Ya que hablo de chicas, es ineludible mencionar que a Marlon nunca le fue muy bien con las féminas de Monte Carmelo. Nuestro amigo era consciente de esto y la culpa...

- (En tono desafiante) La culpa de todo la tiene mi vieja que no me dejaba salir mucho. ¿Cómo se iban a fijar en mí las chicas si casi nunca estaba en la calle? ¿Cómo pues, a ver dime ojón?

-¿Marlon? Vaya, qué sorpresa, de veras. Hace tanto tiempo que…

- Mira ojón, no te emociones ni me palabrees. ¿Qué es eso de que (imitando mi voz) 'nunca me fue bien con las féminas? ¿Y qué es eso de féminas?, chicas no más ojón, no te esfuerces'

- Marlon, soy yo quien cuenta la historia. No te metas por favor.

- Ahh...ya sé lo que quieres contar.

- Mira, la verdad es que no lo sé bien aún. Lo que sí sé es que si nunca te ligó con ninguna de las chicas de Monte Carmelo era porque tú no eras precisamente el más simpático de la cuadra.

- (En tono burlón) ¿Mira quién habla? Tú que sólo salías con las que otros dejaban.

- Marlon, Marlon… estaba a punto de contar lo que te hizo Amy, pero mejor lo dejo allí.

- (Frotándose las manos con nerviosismo) No sé de lo que hablas, pero no tengo miedo a lo que cuentes. Total, todo lo inventas.

-No tienes miedo, ¿eh? Te tomo la palabra entonces.

Aquella años adolescentes de Marlon fueron una época tumultuosa. No sólo había una hiperinflación que devastaba el país, atentados terroristas en todas las grandes ciudades mantenían al país en un perenne estado de angustia. Bombas en bancos, en embajadas, en sedes de compañías multinacionales y hasta en zonas residenciales como Monte Carmelo eran todos tristes eventos en aquellos años.

- (Remedando mi forma de expresarme) Y así pues, con tanto atentado en las calles, había apagones todos los días y nuestras madres no nos dejaban salir...Qué aburrida tu historia, ojón ¿A quién le importa la época del terrorismo en un lugar como el nuestro? Mejor me largo, cuenta lo que quieras.

Claro que sí Marlon, gracias por dejarme continuar. Decía entonces que los atentados terroristas eran cosa común en aquella época. Una noche Marlon y algunos de sus amigos se procuraron unos de los rincones más oscuros en un parque para hablar de sexo como solo saben hacerlo aquellos que aún no lo han experimentado. Hablaban pues del tema con mucho entusiasmo y ganas cuando, de repente, se fue la luz en media ciudad. Habían vuelto a volar una central eléctrica.

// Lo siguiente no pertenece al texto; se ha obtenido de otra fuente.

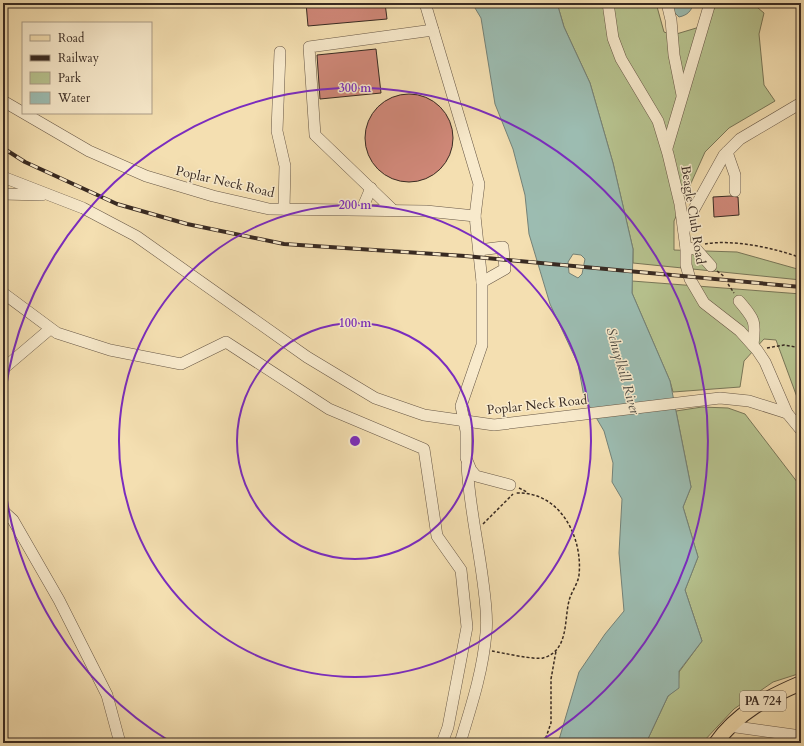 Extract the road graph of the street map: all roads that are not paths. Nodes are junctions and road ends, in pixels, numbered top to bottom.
1 (425, 3) edge
2 (608, 3) edge
3 (667, 3) edge
4 (710, 3) edge
5 (433, 30) junction
6 (280, 52) dead end
7 (683, 98) junction
8 (3, 101) edge
9 (801, 103) edge
10 (22, 112) edge
11 (25, 114) edge
12 (667, 148) junction
13 (727, 152) junction
14 (3, 177) edge
15 (371, 188) junction
16 (735, 191) dead end
17 (3, 194) edge
18 (52, 196) junction
19 (284, 209) junction
20 (362, 209) junction
21 (393, 210) junction
22 (475, 216) junction
23 (684, 233) junction
24 (691, 248) junction
25 (479, 250) junction
26 (711, 266) dead end
27 (482, 282) junction
28 (3, 293) edge
29 (739, 301) road end
30 (50, 329) junction
31 (755, 348) junction
32 (3, 369) edge
33 (787, 413) junction
34 (464, 422) junction
35 (801, 430) edge
36 (466, 458) junction
37 (510, 485) dead end
38 (3, 511) edge
39 (801, 683) edge
40 (730, 726) junction
41 (801, 736) edge
42 (120, 743) edge
43 (442, 743) edge
44 (460, 743) edge
45 (716, 743) edge

1 - 5 street
2 - 12 street, Beagle Club Road
3 - 7 street
4 - 7 street
5 - 15 street
5 - 22 street
6 - 19 street
7 - 12 street
8 - 10 street, Poplar Neck Road
9 - 13 street
11 - 19 street, Poplar Neck Road
12 - 23 street, Beagle Club Road
13 - 16 street
13 - 23 street
14 - 18 street, Poplar Neck Road
15 - 20 street
15 - 21 street
17 - 18 street
18 - 34 street, Poplar Neck Road
19 - 20 street, Poplar Neck Road
20 - 21 street, Poplar Neck Road
21 - 22 street, Poplar Neck Road
22 - 25 street
23 - 24 street, Beagle Club Road
24 - 26 street
24 - 31 street, Beagle Club Road
25 - 27 street
25 - 27 street
27 - 34 street
28 - 30 street
29 - 31 street
30 - 32 street
30 - 43 street
31 - 33 street, Beagle Club Road
33 - 34 street, Poplar Neck Road
33 - 35 street, Beagle Club Road
34 - 36 street
36 - 37 street
36 - 44 street
38 - 42 street
39 - 40 main road, PA 724
40 - 41 street
40 - 45 main road, PA 724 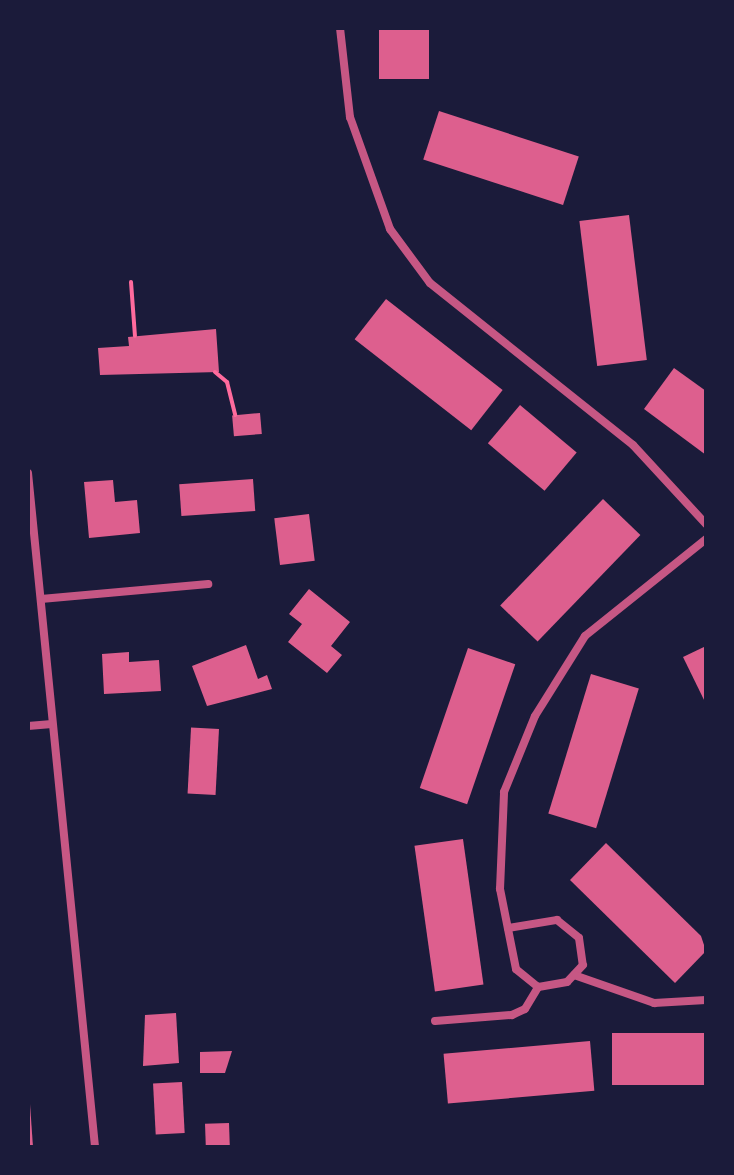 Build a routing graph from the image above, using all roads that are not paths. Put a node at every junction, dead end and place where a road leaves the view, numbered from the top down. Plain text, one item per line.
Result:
1 (340, 28) edge
2 (28, 473) edge
3 (706, 524) edge
4 (706, 539) edge
5 (208, 584) dead end
6 (41, 599) junction
7 (52, 724) junction
8 (28, 726) edge
9 (508, 928) junction
10 (574, 975) junction
11 (538, 987) junction
12 (706, 1000) edge
13 (435, 1021) dead end
14 (95, 1147) edge

1 - 3 street
2 - 6 street
4 - 9 street
5 - 6 street
6 - 7 street
7 - 8 street
7 - 14 street
9 - 10 street
9 - 11 street
10 - 11 street
10 - 12 street
11 - 13 street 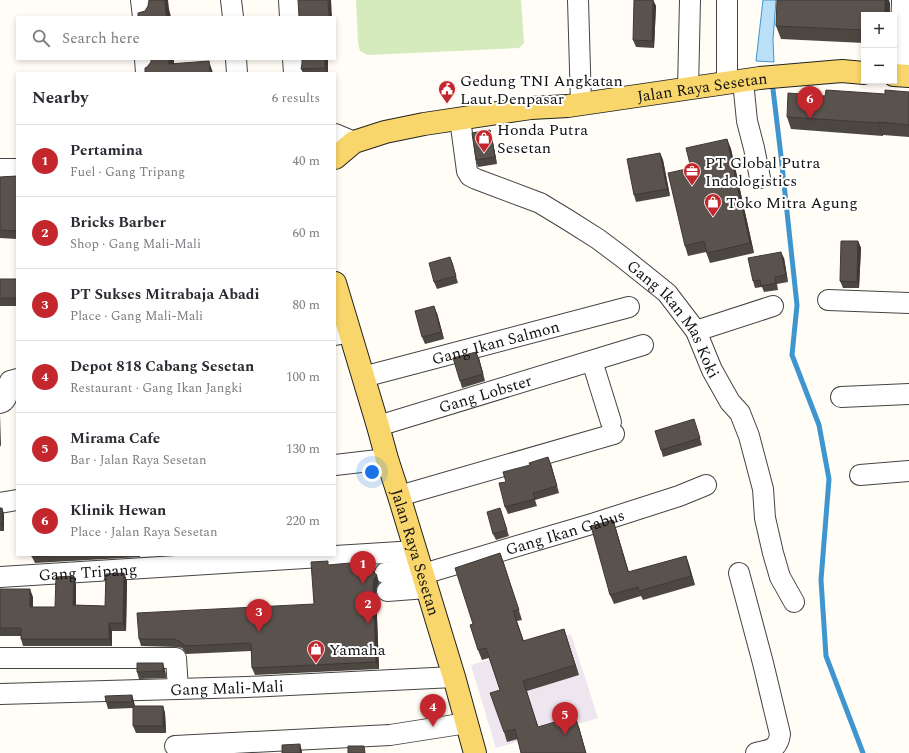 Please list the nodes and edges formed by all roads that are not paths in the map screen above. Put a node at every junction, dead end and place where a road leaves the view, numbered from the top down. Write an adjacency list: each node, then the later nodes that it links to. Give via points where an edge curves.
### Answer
1 (142, 0): 8 (street)
2 (231, 0): 9 (street)
3 (289, 0): 10 (street)
4 (578, 0): 21 (street)
5 (690, 0): 20 (street)
6 (727, 0): 19 (street)
7 (902, 0): 18 (street)
8 (142, 16)
9 (233, 16)
10 (290, 16)
11 (145, 60): 14 (street)
12 (236, 60): 15 (street)
13 (293, 60): 16 (street)
14 (146, 72)
15 (237, 72)
16 (294, 72)
17 (861, 73): 19 (main road, Jalan Raya Sesetan, via 842,71)
18 (901, 75)
19 (752, 80): 20 (main road, Jalan Raya Sesetan); 27 (street, via 747,121)
20 (688, 89): 21 (main road, Jalan Raya Sesetan)
21 (581, 104): 22 (main road, Jalan Raya Sesetan, via 531,108)
22 (460, 119): 23 (main road, Jalan Raya Sesetan); 33 (street, Gang Ikan Mas Koki, via 466,171 470,176 540,203 598,240 667,293)
23 (345, 138): 24 (main road, Jalan Raya Sesetan)
24 (336, 156)
25 (0, 169): 26 (street)
26 (16, 169)
27 (760, 178)
28 (336, 293): 34 (main road, Jalan Raya Sesetan)
29 (828, 300): 30 (street)
30 (909, 303)
31 (773, 306): 33 (street)
32 (629, 307): 37 (street, Gang Ikan Salmon)
33 (696, 331): 55 (street, Gang Ikan Mas Koki, via 712,370 730,402 740,413 750,436 763,489 765,518 773,553 780,577)
34 (342, 334): 37 (main road, Jalan Raya Sesetan)
35 (643, 345): 36 (street, Gang Lobster)
36 (592, 360): 42 (street, Gang Lobster); 48 (street, via 613,428)
37 (363, 377): 42 (main road, Jalan Raya Sesetan)
38 (16, 379): 41 (street, via 10,381 6,399)
39 (909, 394): 40 (street)
40 (841, 397)
41 (0, 403)
42 (378, 426): 43 (main road, Jalan Raya Sesetan)
43 (387, 459): 44 (street); 48 (main road, Jalan Raya Sesetan)
44 (336, 465)
45 (909, 471): 46 (street)
46 (860, 475)
47 (706, 485): 51 (street, Gang Ikan Gabus, via 602,521)
48 (399, 496): 51 (main road, Jalan Raya Sesetan)
49 (16, 500): 50 (street)
50 (0, 503)
51 (422, 570): 53 (street, Gang Tripang); 54 (street); 57 (main road, Jalan Raya Sesetan)
52 (739, 573): 64 (street, via 780,734 779,741 772,749)
53 (0, 577)
54 (386, 582)
55 (794, 602)
56 (0, 658): 58 (street, via 176,658)
57 (454, 677): 58 (street, Gang Mali-Mali); 60 (main road, Jalan Raya Sesetan)
58 (178, 689): 59 (street, Gang Mali-Mali)
59 (0, 694)
60 (467, 723): 61 (street, via 390,735); 63 (main road, Jalan Raya Sesetan)
61 (376, 744): 62 (street)
62 (175, 746)
63 (475, 753)
64 (756, 753) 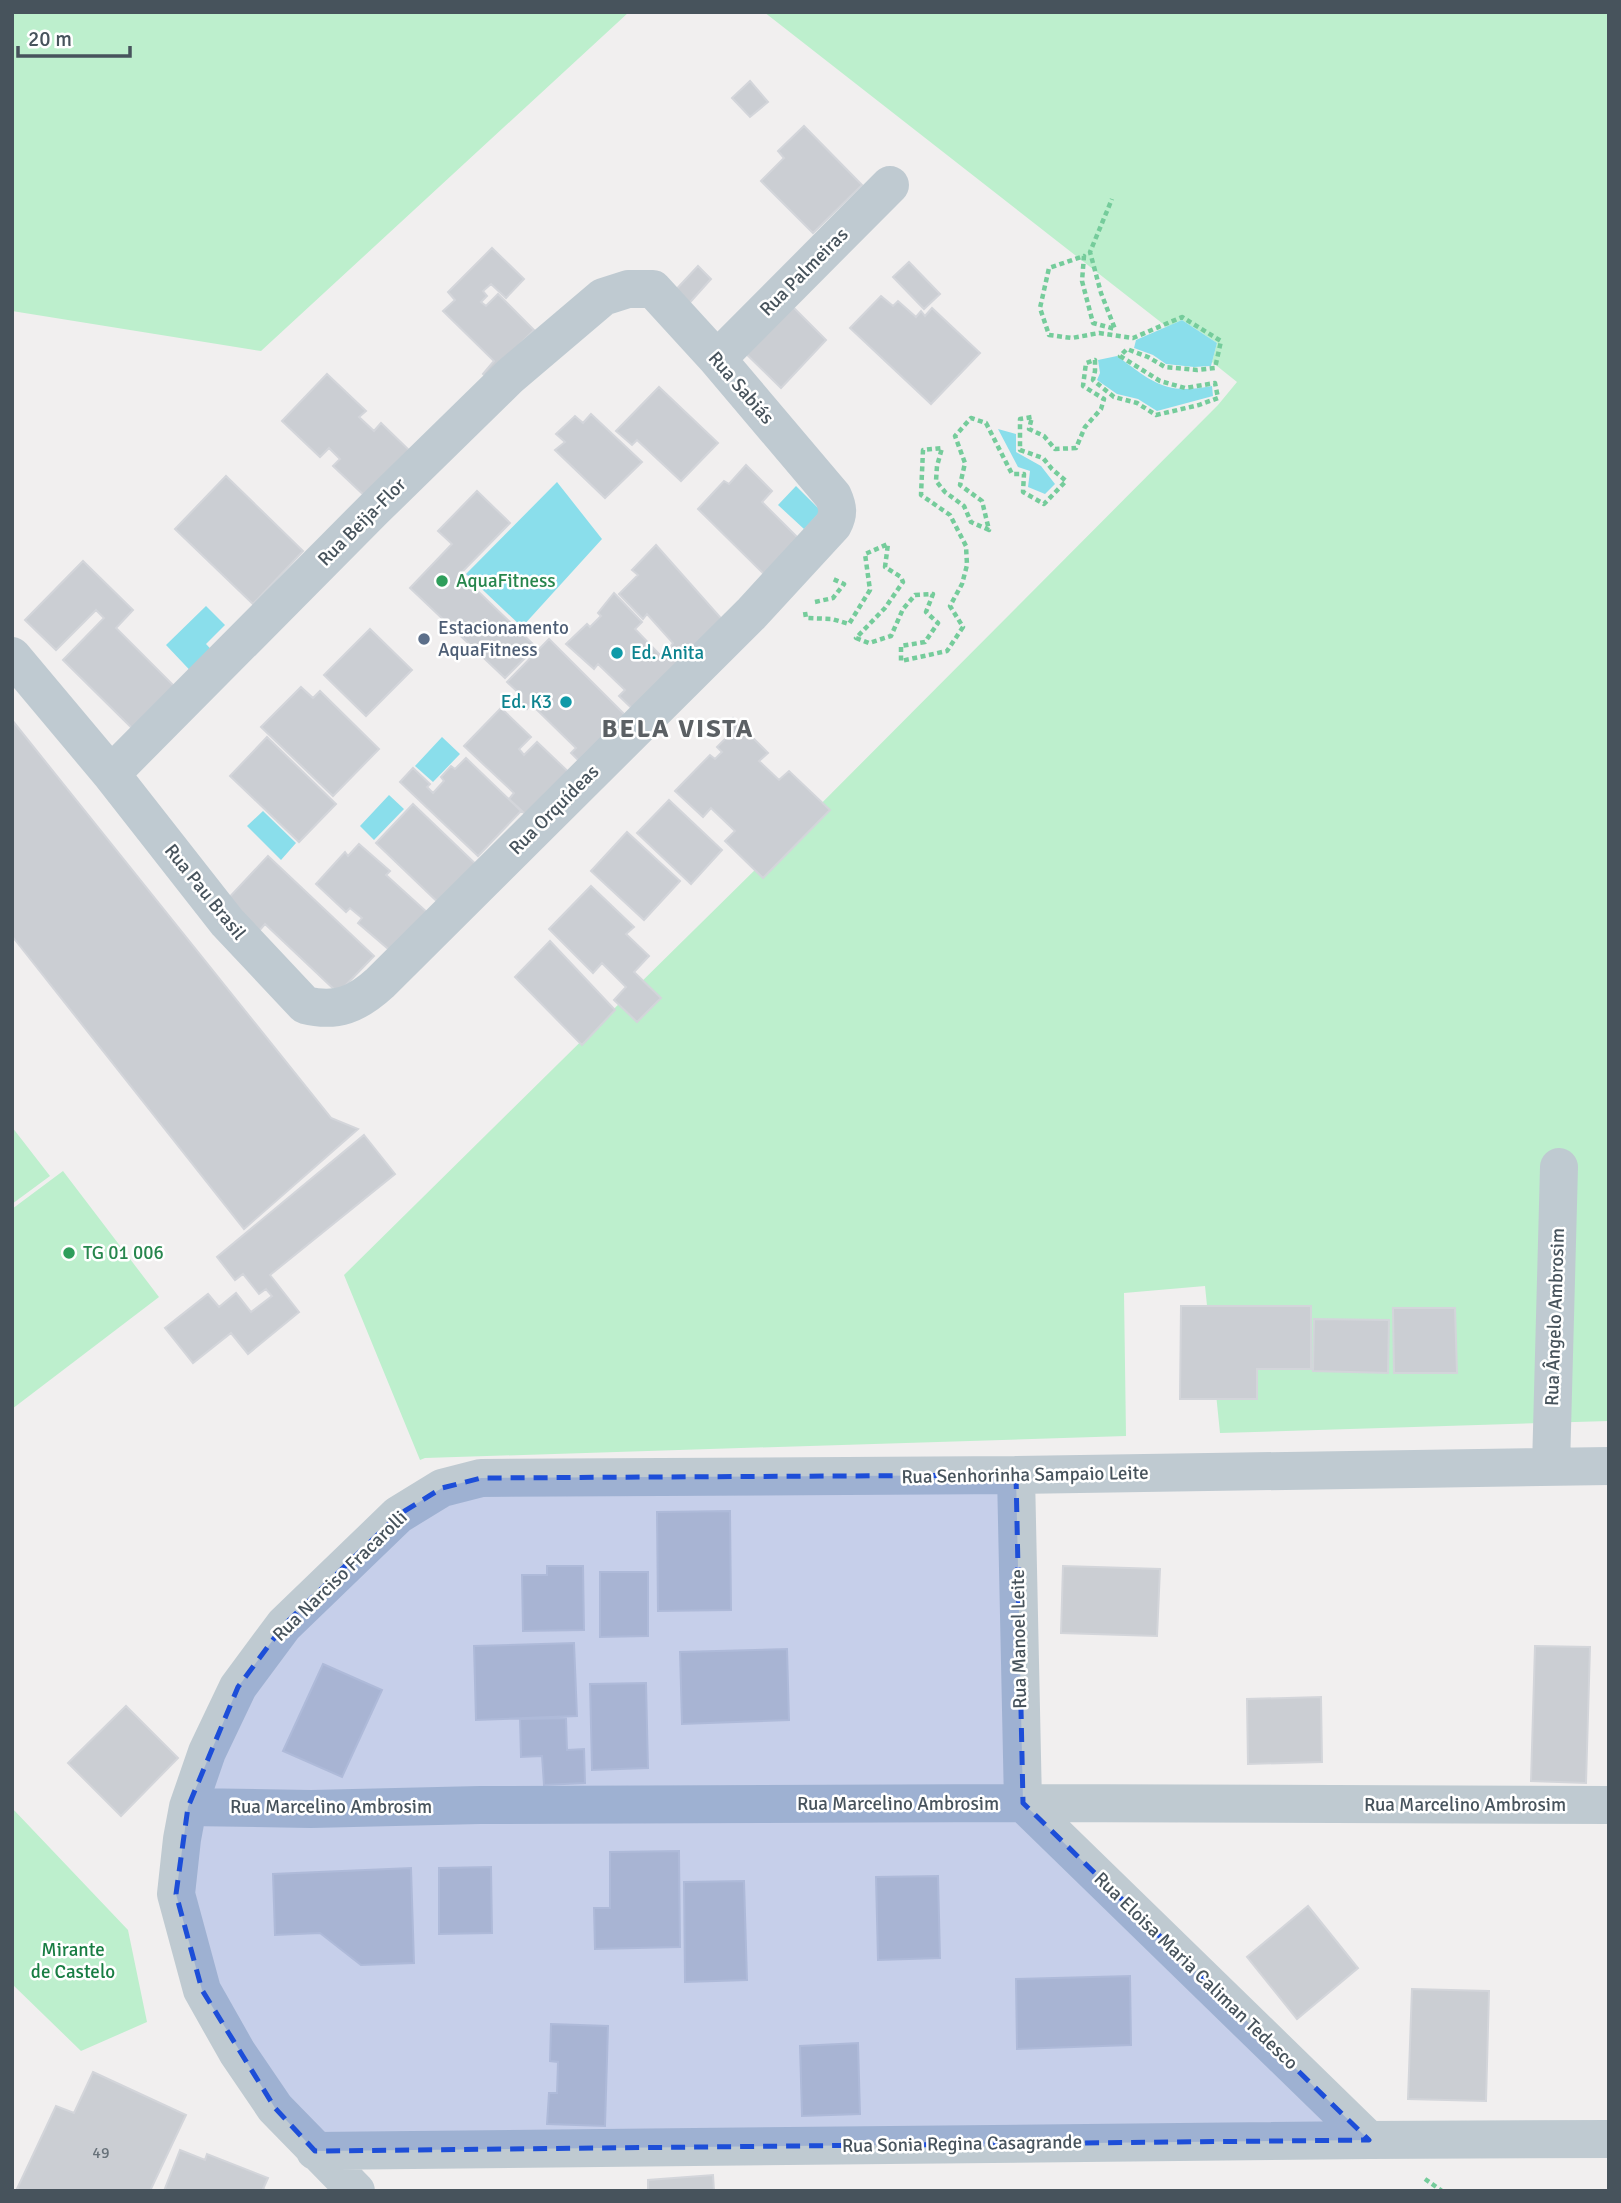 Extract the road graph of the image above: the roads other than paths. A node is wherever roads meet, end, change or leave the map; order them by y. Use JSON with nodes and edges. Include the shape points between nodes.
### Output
{"nodes":[{"id":1,"x":890,"y":185,"type":"dead end"},
{"id":2,"x":628,"y":289,"type":"joint"},
{"id":3,"x":717,"y":359,"type":"junction"},
{"id":4,"x":838,"y":510,"type":"joint"},
{"id":5,"x":12,"y":656,"type":"edge"},
{"id":6,"x":111,"y":774,"type":"junction"},
{"id":7,"x":305,"y":1005,"type":"joint"},
{"id":8,"x":1559,"y":1167,"type":"dead end"},
{"id":9,"x":1609,"y":1466,"type":"edge"},
{"id":10,"x":1551,"y":1467,"type":"junction"},
{"id":11,"x":1016,"y":1475,"type":"junction"},
{"id":12,"x":442,"y":1488,"type":"joint"},
{"id":13,"x":1023,"y":1804,"type":"junction"},
{"id":14,"x":1609,"y":1805,"type":"edge"},
{"id":15,"x":188,"y":1807,"type":"junction"},
{"id":16,"x":1609,"y":2139,"type":"edge"},
{"id":17,"x":1369,"y":2140,"type":"junction"},
{"id":18,"x":315,"y":2151,"type":"junction"},
{"id":19,"x":356,"y":2191,"type":"edge"}],
"edges":[{"from":1,"to":3,"type":"street","name":"Rua Palmeiras"},
{"from":2,"to":3,"type":"street","name":"Rua Sabiás","via":[[653,289]]},
{"from":2,"to":6,"type":"street","name":"Rua Beija-Flor","via":[[603,297],[510,376]]},
{"from":3,"to":4,"type":"street","name":"Rua Sabiás","via":[[833,496]]},
{"from":4,"to":7,"type":"street","name":"Rua Orquídeas","via":[[833,525],[786,577],[363,998],[338,1008]]},
{"from":5,"to":6,"type":"street","name":"Rua Pau Brasil"},
{"from":6,"to":7,"type":"street","name":"Rua Pau Brasil","via":[[227,922]]},
{"from":8,"to":10,"type":"street","name":"Rua Ângelo Ambrosim"},
{"from":9,"to":10,"type":"street","name":"Rua Senhorinha Sampaio Leite"},
{"from":10,"to":11,"type":"street","name":"Rua Senhorinha Sampaio Leite"},
{"from":11,"to":12,"type":"street","name":"Rua Senhorinha Sampaio Leite","via":[[481,1478]]},
{"from":11,"to":13,"type":"street","name":"Rua Manoel Leite"},
{"from":12,"to":15,"type":"street","name":"Rua Narciso Fracarolli","via":[[398,1515],[284,1625],[238,1686]]},
{"from":13,"to":14,"type":"street","name":"Rua Marcelino Ambrosim"},
{"from":13,"to":15,"type":"street","name":"Rua Marcelino Ambrosim"},
{"from":13,"to":17,"type":"street","name":"Rua Eloisa Maria Caliman Tedesco"},
{"from":15,"to":18,"type":"street","name":"Rua Narciso Fracarolli","via":[[176,1894],[202,1990],[275,2108]]},
{"from":16,"to":17,"type":"street","name":"Rua Sonia Regina Casagrande"},
{"from":17,"to":18,"type":"street","name":"Rua Sonia Regina Casagrande"},
{"from":18,"to":19,"type":"street","name":"Rua Narciso Fracarolli"}]}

Con el apagón, la noche se hizo más espesa y la conversación mucho más intensa. Refugiados en lo espeso de la noche - hasta los autos dejaban de circular cuando se iba la luz - se hablaba de la sensualidad de las formas femeninas sin reservas de ningún tipo. Cada historia era más intensa y explícita que la anterior. Seguir con tanto relato sensual y explícito rayaba ya en lo insostenible. ¿Qué hacer con tanta excitación en el grupo?

Nos les tomó mucho tempo descifrar el melódico sonido que los tacones producían, se agazaparon bien y, justo cuando pasaba cerca, todos ellos salieron con fuerza, como gallinazos (como planeadores pensó Marlon). Liderados por Marlon, fueron seis los que la envolvieron sondeando cada rincón sobresaliente de su cuerpo. Alocado y rápido, muy rápido, así fue el manoseo ciego e inmisericorde sobre aquella chica uniformada. Aquella chica de 20 años que a pesar de lo espantada supo repartir sus buenos puñetazos con una vehemencia que solo cesó en el instante preciso en que la luz volvió en las calles.

¡No! ¡No cuentes eso ojón!

En el instante preciso en que ella lo reconoció y, llena de histeria con el rostro desencajado, gritó: ‘¡Marlon!, ¡Marlon!, ¿Qué has hecho estúpido? ¡Le voy a contar a mi mamá! ¡¿Cómo se te ocurre… con tu propia hermana?!’